When germlings face a physical barrier (in our experimental set-up a coverslip) we observed the assembly of actin that resulted in an aster-like structure at the point of contact. We hypothesize that the observed aster-like actin configuration in appressoria of P. infestans is induced by physical contact. Also during penetration of tomato MsK8 suspension cells we consistently observed a transient accumulation of F-actin that was reminiscent of the aster-like structures observed in appressoria at the contact point with the coverslip (Fig. 5). However, the prominence of the actin structures in the in vivo infection system, so during penetration of MsK8 cells (Fig. 7), was much lower in comparison to the actin asters in appressoria formed on glass. This reduced prominence might reflect a correlation between surface strength and the amount of actin that is recruited to breach the surface. In the rice blast fungus Magnaporthe oryzae, a torodial actin filament network has a function in the assembly of a septin diffusion barrier. This barrier is essential for increasing the pressure in the appressorium to the level that is required for plant cell penetration [26]. Also in the maize pathogen Colletotrichum graminicola Lifeact-GFP accumulates in appressoria at the spot where the penetration peg will form [47]. Compared to fungal appressoria, P. infestans appressoria are understudied. It is not known to what extent pressure is important for penetration and how much pressure a P. infestans appressorium can handle. Moreover, P. infestans lacks genes encoding septins, the GTP-binding proteins that are conserved in many eukaryotes, and form protein complexes that are considered to be part of the cytoskeleton.

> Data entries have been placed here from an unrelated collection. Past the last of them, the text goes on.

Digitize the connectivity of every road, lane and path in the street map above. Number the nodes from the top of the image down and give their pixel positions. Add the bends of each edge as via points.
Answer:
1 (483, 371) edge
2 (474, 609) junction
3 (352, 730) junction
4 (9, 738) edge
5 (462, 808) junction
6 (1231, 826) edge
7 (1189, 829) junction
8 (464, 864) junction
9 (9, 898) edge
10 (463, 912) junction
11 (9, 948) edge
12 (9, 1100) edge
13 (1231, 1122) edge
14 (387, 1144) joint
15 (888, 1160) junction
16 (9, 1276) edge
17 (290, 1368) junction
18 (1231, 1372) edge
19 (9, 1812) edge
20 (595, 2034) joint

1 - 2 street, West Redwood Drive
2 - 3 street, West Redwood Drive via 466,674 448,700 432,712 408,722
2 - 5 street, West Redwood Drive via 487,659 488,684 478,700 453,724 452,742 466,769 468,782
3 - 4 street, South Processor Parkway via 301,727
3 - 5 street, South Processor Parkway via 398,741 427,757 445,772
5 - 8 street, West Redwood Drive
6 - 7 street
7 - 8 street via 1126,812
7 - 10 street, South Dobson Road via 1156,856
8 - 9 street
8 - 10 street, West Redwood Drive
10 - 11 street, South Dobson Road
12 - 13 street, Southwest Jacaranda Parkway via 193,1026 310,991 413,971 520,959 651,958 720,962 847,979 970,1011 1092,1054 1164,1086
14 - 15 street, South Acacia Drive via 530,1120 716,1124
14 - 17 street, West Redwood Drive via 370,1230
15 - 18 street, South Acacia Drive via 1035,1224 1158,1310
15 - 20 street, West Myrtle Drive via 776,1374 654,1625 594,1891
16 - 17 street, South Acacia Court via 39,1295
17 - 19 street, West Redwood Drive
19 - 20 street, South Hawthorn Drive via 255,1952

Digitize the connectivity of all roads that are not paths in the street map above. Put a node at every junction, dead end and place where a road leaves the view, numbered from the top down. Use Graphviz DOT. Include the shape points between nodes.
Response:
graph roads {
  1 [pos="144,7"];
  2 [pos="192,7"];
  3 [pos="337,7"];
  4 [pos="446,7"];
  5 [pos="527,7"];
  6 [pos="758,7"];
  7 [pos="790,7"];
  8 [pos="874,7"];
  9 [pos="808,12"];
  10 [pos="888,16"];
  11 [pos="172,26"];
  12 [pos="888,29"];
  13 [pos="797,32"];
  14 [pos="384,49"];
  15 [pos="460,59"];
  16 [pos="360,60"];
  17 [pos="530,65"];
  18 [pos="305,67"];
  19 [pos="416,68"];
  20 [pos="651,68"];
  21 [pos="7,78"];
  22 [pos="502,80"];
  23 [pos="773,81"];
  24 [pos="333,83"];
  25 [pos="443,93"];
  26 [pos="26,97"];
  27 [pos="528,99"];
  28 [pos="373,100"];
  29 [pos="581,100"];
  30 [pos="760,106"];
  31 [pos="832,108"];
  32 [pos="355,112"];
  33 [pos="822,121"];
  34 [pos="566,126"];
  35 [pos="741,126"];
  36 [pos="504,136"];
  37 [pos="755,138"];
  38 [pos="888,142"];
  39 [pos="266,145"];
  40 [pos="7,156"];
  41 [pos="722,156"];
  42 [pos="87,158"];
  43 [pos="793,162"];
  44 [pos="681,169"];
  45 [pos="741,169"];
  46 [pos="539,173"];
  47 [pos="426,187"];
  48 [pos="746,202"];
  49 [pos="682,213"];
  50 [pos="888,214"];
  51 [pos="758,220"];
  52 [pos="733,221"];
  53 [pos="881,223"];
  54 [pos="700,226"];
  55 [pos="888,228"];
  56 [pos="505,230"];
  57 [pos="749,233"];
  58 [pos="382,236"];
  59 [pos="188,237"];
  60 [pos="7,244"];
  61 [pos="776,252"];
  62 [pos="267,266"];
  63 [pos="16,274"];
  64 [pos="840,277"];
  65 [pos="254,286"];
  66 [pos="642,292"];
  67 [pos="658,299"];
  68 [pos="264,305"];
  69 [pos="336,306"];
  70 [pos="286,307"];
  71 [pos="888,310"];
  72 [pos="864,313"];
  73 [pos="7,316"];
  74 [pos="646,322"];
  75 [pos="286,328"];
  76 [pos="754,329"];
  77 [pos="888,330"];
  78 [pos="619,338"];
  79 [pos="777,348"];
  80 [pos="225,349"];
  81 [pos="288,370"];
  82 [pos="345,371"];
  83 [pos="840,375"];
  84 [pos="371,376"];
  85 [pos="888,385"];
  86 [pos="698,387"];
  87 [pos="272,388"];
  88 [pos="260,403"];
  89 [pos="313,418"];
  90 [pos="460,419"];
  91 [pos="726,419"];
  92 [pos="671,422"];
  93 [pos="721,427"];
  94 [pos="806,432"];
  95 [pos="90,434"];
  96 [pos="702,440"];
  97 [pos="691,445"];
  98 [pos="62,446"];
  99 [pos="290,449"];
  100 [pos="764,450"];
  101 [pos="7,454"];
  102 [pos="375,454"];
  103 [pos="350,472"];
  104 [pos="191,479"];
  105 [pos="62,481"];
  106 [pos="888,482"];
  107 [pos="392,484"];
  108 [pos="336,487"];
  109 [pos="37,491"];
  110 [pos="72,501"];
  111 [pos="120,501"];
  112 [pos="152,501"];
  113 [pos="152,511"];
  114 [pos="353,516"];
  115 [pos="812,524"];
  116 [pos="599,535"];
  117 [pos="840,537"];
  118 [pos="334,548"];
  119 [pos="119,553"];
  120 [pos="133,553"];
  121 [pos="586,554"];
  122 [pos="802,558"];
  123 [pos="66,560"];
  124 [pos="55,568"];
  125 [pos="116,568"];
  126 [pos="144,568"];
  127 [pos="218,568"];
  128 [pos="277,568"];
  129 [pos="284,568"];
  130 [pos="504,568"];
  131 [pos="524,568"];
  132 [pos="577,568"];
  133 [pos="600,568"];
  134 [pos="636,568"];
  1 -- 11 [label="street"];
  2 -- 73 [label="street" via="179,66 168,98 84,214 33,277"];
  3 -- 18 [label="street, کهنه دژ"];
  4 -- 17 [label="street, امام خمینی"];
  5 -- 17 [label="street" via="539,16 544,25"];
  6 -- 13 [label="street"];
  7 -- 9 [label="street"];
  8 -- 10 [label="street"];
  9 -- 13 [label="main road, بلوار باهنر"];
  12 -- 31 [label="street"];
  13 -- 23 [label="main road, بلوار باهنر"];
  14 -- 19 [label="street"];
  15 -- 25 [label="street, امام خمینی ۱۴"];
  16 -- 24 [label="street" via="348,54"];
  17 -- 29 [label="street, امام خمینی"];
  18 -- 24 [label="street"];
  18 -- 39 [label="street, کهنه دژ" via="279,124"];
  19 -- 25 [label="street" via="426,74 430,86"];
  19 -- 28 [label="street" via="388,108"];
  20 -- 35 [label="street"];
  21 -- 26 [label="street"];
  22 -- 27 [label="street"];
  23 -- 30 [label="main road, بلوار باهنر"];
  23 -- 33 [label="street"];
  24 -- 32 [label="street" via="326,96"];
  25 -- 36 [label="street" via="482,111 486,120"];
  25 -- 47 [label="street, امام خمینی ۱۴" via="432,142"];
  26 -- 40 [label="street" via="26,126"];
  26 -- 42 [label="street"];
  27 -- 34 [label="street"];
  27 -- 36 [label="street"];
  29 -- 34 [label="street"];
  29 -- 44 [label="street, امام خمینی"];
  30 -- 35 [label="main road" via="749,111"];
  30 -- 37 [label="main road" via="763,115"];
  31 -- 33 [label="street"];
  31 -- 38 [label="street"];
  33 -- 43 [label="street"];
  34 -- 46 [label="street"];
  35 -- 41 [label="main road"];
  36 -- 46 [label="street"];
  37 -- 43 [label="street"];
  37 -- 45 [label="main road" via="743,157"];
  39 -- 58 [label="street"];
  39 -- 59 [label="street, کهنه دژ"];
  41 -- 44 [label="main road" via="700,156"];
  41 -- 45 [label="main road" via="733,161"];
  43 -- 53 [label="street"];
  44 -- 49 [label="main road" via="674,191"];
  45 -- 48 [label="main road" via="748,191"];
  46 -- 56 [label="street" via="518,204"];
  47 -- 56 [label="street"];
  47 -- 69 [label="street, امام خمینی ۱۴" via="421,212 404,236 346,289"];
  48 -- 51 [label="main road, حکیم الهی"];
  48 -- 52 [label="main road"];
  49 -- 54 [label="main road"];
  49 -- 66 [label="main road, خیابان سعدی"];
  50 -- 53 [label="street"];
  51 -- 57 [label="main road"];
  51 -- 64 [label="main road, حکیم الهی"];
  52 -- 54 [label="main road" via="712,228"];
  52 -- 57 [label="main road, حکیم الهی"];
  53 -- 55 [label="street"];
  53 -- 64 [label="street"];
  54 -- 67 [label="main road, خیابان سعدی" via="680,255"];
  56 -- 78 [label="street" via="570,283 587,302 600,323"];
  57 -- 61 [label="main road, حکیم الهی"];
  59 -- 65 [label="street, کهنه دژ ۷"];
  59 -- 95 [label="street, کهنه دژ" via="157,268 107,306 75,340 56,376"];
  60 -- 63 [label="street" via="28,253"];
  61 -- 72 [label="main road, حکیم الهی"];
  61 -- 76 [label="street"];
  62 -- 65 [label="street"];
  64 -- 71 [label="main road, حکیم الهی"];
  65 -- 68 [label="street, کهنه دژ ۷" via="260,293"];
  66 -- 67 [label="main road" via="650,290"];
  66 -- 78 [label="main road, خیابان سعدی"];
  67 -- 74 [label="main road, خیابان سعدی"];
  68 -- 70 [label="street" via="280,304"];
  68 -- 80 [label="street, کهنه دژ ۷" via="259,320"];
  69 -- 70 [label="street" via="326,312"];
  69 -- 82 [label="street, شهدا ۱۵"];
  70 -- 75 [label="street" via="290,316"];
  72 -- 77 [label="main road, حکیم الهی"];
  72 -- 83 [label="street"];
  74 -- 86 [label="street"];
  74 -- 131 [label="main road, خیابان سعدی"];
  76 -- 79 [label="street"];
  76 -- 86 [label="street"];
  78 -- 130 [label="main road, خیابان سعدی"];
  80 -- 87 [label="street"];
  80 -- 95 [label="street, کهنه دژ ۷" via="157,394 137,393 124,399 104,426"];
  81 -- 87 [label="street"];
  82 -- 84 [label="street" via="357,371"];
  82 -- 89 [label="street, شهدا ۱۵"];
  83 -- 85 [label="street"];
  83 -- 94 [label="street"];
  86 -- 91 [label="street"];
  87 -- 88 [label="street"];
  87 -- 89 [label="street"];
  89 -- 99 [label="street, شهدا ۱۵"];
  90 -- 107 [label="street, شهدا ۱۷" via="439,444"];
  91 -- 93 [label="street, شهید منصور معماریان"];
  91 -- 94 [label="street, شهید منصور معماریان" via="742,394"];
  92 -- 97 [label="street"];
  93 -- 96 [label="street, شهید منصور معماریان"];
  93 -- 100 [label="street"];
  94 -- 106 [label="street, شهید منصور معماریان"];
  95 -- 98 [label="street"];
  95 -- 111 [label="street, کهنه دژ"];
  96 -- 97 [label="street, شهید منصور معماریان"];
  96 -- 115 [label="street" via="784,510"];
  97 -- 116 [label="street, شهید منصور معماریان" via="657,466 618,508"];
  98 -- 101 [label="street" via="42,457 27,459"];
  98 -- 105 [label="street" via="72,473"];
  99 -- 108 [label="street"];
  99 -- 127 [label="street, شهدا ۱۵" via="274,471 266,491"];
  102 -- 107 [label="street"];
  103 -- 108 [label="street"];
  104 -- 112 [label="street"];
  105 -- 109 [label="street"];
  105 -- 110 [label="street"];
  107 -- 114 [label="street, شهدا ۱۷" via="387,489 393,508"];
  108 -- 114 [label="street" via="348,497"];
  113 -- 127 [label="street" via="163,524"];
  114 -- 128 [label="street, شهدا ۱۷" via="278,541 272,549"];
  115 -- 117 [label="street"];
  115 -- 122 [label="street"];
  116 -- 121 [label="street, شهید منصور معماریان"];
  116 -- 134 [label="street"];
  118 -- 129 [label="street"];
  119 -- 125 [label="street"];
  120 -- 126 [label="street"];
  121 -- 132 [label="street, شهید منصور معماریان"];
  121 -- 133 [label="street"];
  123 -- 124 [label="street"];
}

So besides the shape also the envisioned composition of such a diffusion barrier, if it exists, will differ from the one present in M. oryzae. The location and organization of the aster-like actin configuration in P. infestans appressoria suggests that it may have a function in cargo transport rather than in assembling or supporting a diffusion barrier. This hypothetical function in cargo transport is supported by the fact that the center of the actin aster is the exact spot from where plant cell penetration is initiated.

In this study, we have identified two novel actin configurations in P. infestans and both associate with structures that are important for plant infection. First, we found an accumulation of actin during cell wall plug formation. These plugs allow a hypha emerging from a cyst to extend its range while searching for a suitable entry point on the plant surface. Second, we found an actin network in the appressorium, the infection structure from which a penetration peg is formed that pierces the plant cells. More knowledge about these structures and the role of actin and the novel oomycete-specific actin configurations in assembling these structures may be a first step toward identifying agents that disrupt the assembly processes. The strategy to first pinpoint potential oomycete-specific targets and then develop methods to interfere with these targets holds promise for oomycete disease control in the future.